Se cumplieron 45 años de la muerte trágica de Oscar Natalio Bonavena, el más excéntrico y elegante de los grandes pugilistas que dio el boxeo argentino, además del más popular y llorado

Especial Jornada

Su vida consistió en una sucesión tan fugaz de combates, ocurrencias y extravagancias insólitas en un boxeador, que por todo ello pasó a la historia y próximamente trascenderá en una serie televisiva.

Esa vida fue interrumpida a los 34 años, porque lo asesinaron de un balazo en el corazón en Nevada, el 22 de mayo de 1976, cuando intentaba entrar por la fuerza en el local “The Mustang Ranch”. Joe Conforte, dueño del prostíbulo, dio órdenes expresas de disparar si Bonavena aparecía de nuevo por allí. Así que el chofer y guardaespaldas personal de Conforte, William Ross Bryner, se aseguró de que el grandulón no volviera más.

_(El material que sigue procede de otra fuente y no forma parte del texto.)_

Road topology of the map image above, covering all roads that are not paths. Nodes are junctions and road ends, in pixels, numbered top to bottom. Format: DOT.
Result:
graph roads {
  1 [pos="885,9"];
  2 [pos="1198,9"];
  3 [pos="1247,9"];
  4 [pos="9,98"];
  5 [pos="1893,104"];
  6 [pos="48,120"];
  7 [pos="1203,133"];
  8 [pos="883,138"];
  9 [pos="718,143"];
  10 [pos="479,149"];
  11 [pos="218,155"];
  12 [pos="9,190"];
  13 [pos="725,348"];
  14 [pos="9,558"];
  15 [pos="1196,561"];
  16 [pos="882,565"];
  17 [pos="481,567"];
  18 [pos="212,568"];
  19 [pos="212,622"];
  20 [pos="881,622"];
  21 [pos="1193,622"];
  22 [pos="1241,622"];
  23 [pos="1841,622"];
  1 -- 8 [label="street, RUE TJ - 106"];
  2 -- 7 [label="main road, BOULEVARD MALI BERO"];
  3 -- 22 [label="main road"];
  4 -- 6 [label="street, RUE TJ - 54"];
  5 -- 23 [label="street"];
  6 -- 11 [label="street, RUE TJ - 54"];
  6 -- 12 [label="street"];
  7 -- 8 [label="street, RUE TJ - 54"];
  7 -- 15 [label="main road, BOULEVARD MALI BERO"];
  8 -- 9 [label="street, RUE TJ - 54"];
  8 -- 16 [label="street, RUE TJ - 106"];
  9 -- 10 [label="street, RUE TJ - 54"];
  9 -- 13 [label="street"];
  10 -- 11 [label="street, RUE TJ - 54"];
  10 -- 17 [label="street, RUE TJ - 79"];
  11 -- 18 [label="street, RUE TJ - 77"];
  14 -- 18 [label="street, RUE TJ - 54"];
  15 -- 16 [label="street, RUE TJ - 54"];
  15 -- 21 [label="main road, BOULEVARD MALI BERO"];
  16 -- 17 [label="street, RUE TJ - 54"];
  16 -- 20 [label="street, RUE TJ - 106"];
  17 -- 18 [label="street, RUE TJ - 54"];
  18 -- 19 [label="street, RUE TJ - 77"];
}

“Ringo” vivía en una casa rodante cercana al burdel, situado en las afueras de Reno, propiedad del matrimonio compuesto por Joe y Sally. Sally Conforte se había hecho manager de la ya decadente carrera de Oscar, y según su esposo y Robert De Carlo, el sheriff del lugar, algo más… Cosa poco creíble, a raíz de la diferencia de edad entre ambos. Otra de las versiones que corrieron es que Joe Conforte perdió dinero en las apuestas por “culpa” de Oscar. Sea como fuere, Bonavena murió instantáneamente a la entrada del lupanar a las seis y veinte de la mañana. Brymer sólo cumplió una condena de 15 meses. Aquel sábado 22 de mayo de 1976, los argentinos estábamos expectantes frente al televisor, a primera hora de la tarde, para ver la defensa del título medio pesado de Víctor Galíndez ante Richie Kates, cuando la noticia golpeó sin pedir permiso. Se mezclaban la inmensa alegría por la enorme victoria de Galíndez en Sudáfrica, y el tremendo dolor de la noticia del asesinato de Ringo.

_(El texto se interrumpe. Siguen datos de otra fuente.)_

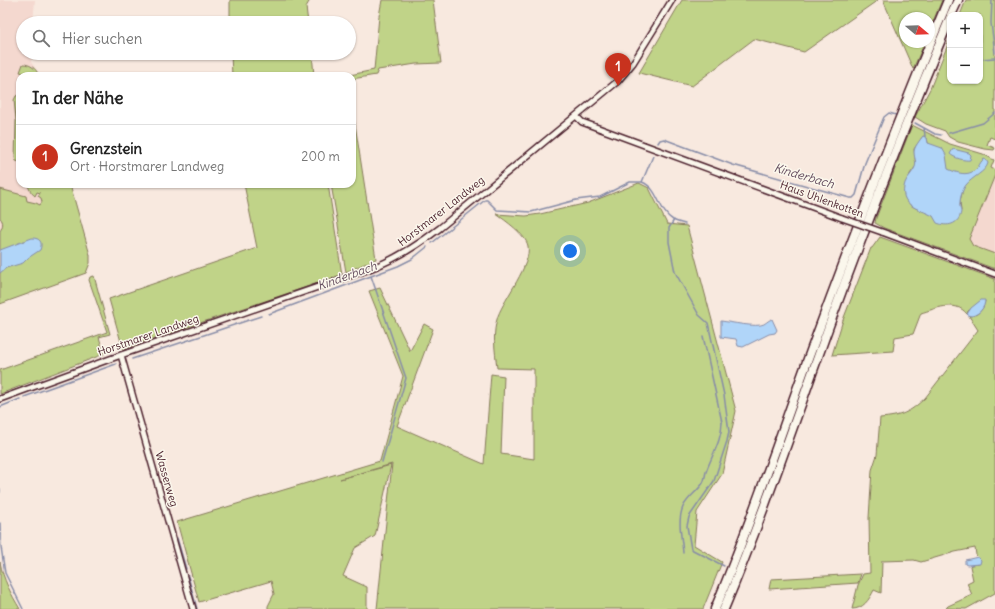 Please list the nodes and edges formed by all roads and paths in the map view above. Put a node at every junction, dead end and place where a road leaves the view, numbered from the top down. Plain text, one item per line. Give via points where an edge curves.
1 (672, 0) edge
2 (948, 0) edge
3 (958, 0) edge
4 (952, 12) edge
5 (947, 25) edge
6 (576, 116) junction
7 (995, 274) edge
8 (121, 355) junction
9 (0, 399) edge
10 (193, 609) edge
11 (715, 609) edge
12 (724, 609) edge

1 - 6 street, Horstmarer Landweg via 625,74
2 - 11 highway via 861,215
3 - 4 highway
5 - 12 highway via 872,212
6 - 7 street, Haus Uhlenkotten, bridge via 582,122
6 - 8 street, Horstmarer Landweg via 440,228 398,257
8 - 9 street, Horstmarer Landweg
8 - 10 street, Wasserweg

El 25 de setiembre de 1942, cuando el sexto de los nueve hijos de un corpulento motorman y una robusta lavandera, irrumpió en el parto con casi cuatro kilos de peso, la madre exclamó: “¡Va a ser boxeador!”. Y cuando ocho años más tarde, convencida por las quejas del vecindario contra las bravatas del peor de los hermanos Bonavena, lo disfrazó para los carnavales de boxeador (con un ojo tiznado, desnudo y en short para que luciera su cuerpo fortachón), doña Dominga Grillo, lavandera de la casa de los Martínez de Hoz, estaba preparando el intuido futuro de su hijo predilecto.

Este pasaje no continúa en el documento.